Items from a dataset:
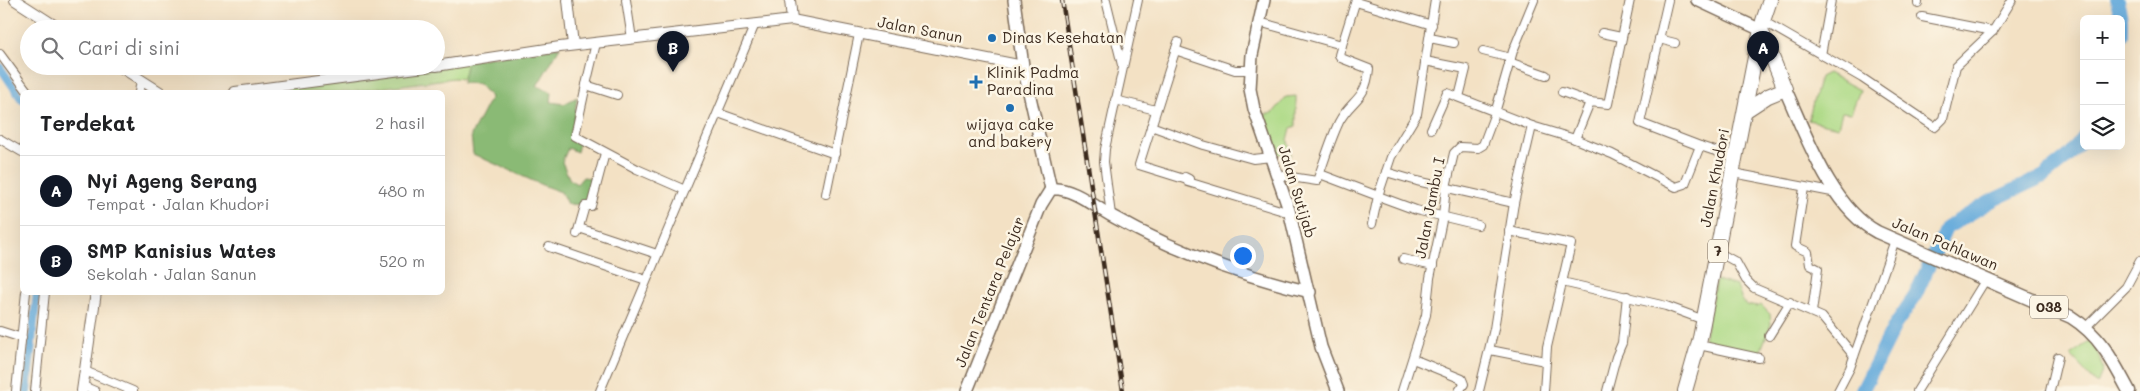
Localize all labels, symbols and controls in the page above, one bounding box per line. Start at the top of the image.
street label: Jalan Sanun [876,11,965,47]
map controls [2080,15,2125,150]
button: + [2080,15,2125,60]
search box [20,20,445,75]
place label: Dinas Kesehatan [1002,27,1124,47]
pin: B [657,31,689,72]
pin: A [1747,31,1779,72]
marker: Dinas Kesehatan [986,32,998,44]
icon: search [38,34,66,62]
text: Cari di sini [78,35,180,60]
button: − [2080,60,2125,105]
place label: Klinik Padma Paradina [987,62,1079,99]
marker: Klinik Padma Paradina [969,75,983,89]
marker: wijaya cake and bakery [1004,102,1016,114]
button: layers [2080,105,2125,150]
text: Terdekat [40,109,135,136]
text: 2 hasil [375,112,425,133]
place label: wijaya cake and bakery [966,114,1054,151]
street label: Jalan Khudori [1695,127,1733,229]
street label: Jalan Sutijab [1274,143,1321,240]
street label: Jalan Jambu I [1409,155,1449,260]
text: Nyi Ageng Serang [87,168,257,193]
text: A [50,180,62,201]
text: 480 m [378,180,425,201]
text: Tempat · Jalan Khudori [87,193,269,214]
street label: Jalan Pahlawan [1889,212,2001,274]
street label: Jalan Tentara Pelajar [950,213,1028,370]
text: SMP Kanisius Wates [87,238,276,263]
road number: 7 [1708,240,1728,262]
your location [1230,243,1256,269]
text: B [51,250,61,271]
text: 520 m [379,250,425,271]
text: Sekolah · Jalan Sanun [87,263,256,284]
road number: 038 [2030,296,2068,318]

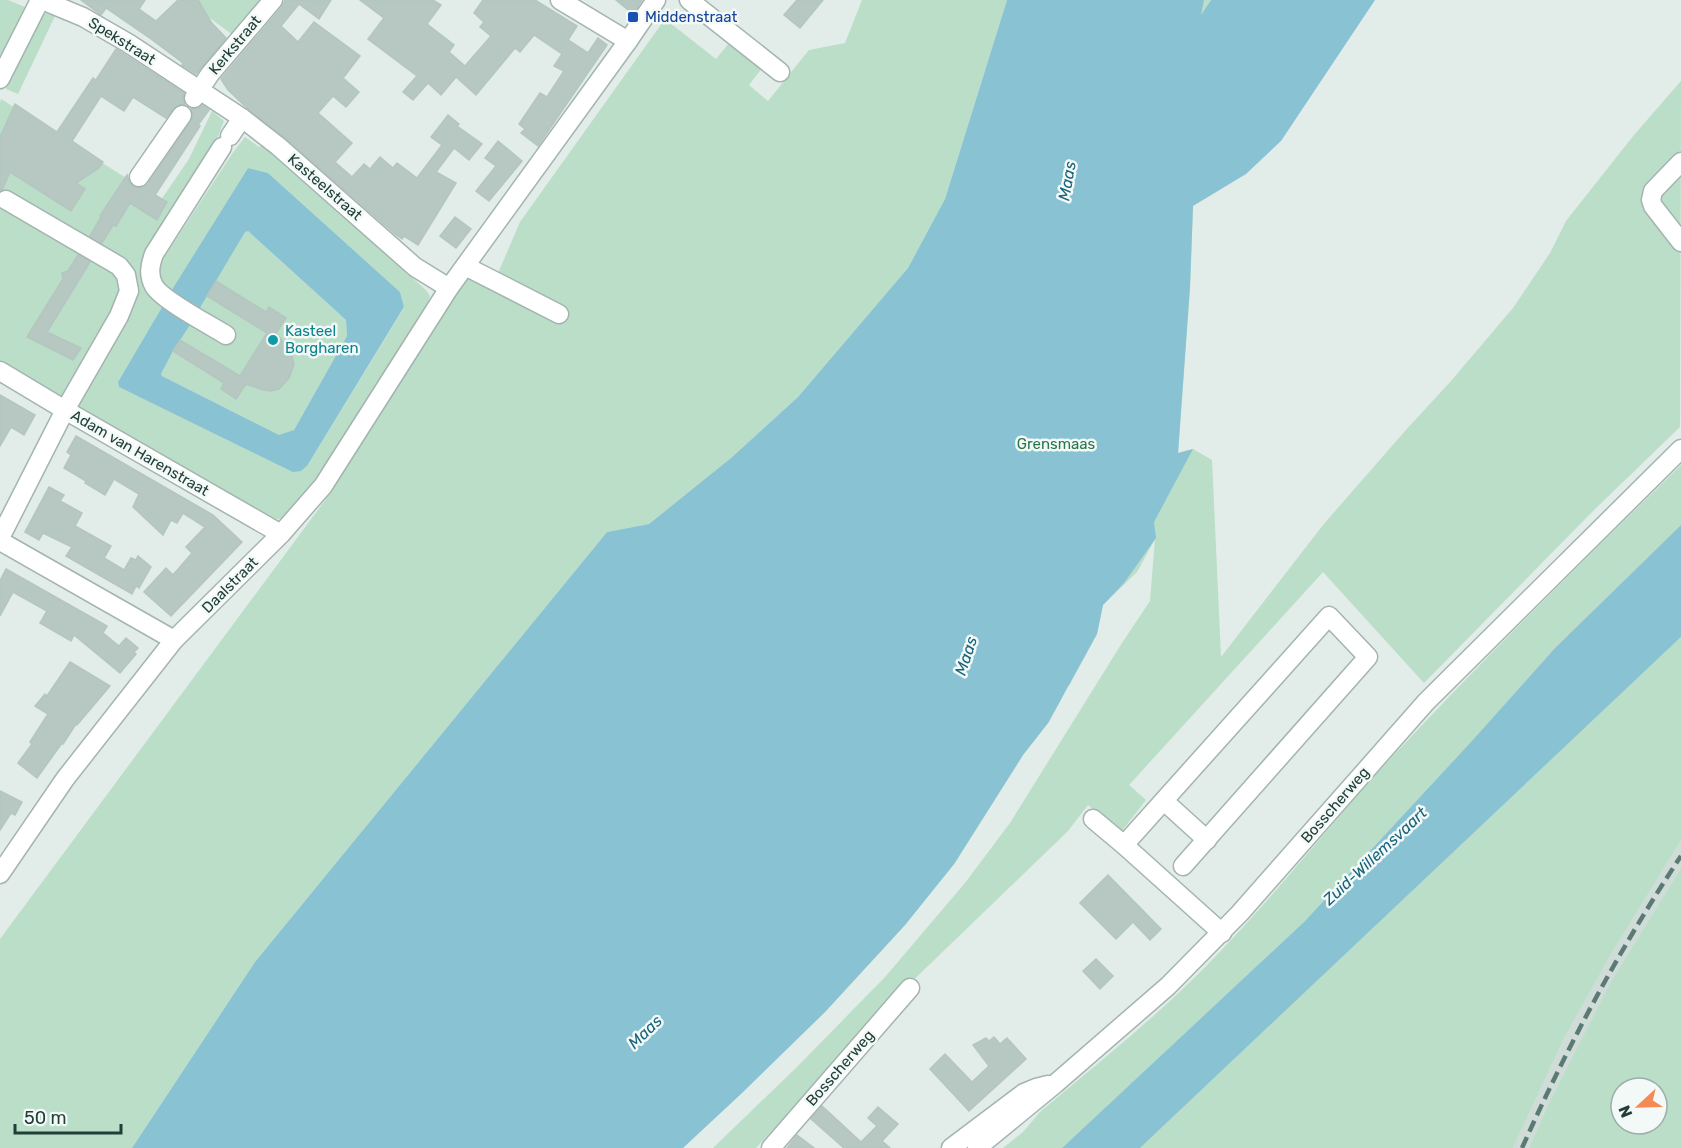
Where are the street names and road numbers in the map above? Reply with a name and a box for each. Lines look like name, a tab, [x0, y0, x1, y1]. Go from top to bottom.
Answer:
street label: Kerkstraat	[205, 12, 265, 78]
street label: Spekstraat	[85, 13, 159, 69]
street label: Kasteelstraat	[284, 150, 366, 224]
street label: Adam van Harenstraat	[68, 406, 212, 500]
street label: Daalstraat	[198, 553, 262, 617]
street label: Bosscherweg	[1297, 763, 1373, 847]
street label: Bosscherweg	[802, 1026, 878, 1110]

- **WHAT YOU ARE ASKED TO DO**
Each entry above is to be duplicated exactly, and its pictures omitted.

- **SOLUTION TO THE EXERCISE**
Localize all labels, symbols and controls in the page above, one bounding box per line. Start at the top of the image.
street label: Jalan Sanun [876,11,965,47]
map controls [2080,15,2125,150]
button: + [2080,15,2125,60]
search box [20,20,445,75]
place label: Dinas Kesehatan [1002,27,1124,47]
pin: B [657,31,689,72]
pin: A [1747,31,1779,72]
marker: Dinas Kesehatan [986,32,998,44]
icon: search [38,34,66,62]
text: Cari di sini [78,35,180,60]
button: − [2080,60,2125,105]
place label: Klinik Padma Paradina [987,62,1079,99]
marker: Klinik Padma Paradina [969,75,983,89]
marker: wijaya cake and bakery [1004,102,1016,114]
button: layers [2080,105,2125,150]
text: Terdekat [40,109,135,136]
text: 2 hasil [375,112,425,133]
place label: wijaya cake and bakery [966,114,1054,151]
street label: Jalan Khudori [1695,127,1733,229]
street label: Jalan Sutijab [1274,143,1321,240]
street label: Jalan Jambu I [1409,155,1449,260]
text: Nyi Ageng Serang [87,168,257,193]
text: A [50,180,62,201]
text: 480 m [378,180,425,201]
text: Tempat · Jalan Khudori [87,193,269,214]
street label: Jalan Pahlawan [1889,212,2001,274]
street label: Jalan Tentara Pelajar [950,213,1028,370]
text: SMP Kanisius Wates [87,238,276,263]
road number: 7 [1708,240,1728,262]
your location [1230,243,1256,269]
text: B [51,250,61,271]
text: 520 m [379,250,425,271]
text: Sekolah · Jalan Sanun [87,263,256,284]
road number: 038 [2030,296,2068,318]

Where are the street names and road numbers in the map above? Reply with a name and a box for each. Lines look like name, a tab, [x0, y0, x1, y1]. Go from top to bottom.
Answer:
street label: Kerkstraat	[205, 12, 265, 78]
street label: Spekstraat	[85, 13, 159, 69]
street label: Kasteelstraat	[284, 150, 366, 224]
street label: Adam van Harenstraat	[68, 406, 212, 500]
street label: Daalstraat	[198, 553, 262, 617]
street label: Bosscherweg	[1297, 763, 1373, 847]
street label: Bosscherweg	[802, 1026, 878, 1110]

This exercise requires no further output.